## PROBLEM TO WORK ON:
Line count for "path": state how many lines of the data below include it, and output nothing more.

_ _ _

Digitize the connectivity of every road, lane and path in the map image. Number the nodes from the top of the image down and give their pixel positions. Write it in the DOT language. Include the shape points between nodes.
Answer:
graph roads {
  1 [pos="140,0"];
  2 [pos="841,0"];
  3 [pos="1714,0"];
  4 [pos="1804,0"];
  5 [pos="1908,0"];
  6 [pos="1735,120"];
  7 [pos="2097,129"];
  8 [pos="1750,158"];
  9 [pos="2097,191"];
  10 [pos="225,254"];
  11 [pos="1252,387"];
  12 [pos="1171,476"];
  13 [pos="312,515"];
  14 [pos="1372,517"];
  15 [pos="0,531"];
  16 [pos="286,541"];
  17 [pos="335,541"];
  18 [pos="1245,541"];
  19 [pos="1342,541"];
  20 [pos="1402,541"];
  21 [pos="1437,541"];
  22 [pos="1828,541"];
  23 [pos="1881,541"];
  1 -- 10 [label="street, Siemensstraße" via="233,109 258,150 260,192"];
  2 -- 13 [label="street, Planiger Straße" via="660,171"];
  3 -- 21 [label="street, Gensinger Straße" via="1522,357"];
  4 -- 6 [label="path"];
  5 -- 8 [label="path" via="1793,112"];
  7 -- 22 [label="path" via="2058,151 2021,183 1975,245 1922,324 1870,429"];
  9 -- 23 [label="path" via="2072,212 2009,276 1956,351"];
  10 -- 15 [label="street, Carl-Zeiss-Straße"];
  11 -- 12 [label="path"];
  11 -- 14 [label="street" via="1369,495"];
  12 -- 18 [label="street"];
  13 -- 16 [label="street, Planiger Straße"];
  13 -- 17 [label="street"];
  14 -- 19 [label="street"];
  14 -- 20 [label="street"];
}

_ _ _

## REPLY TO THE EXERCISE:
6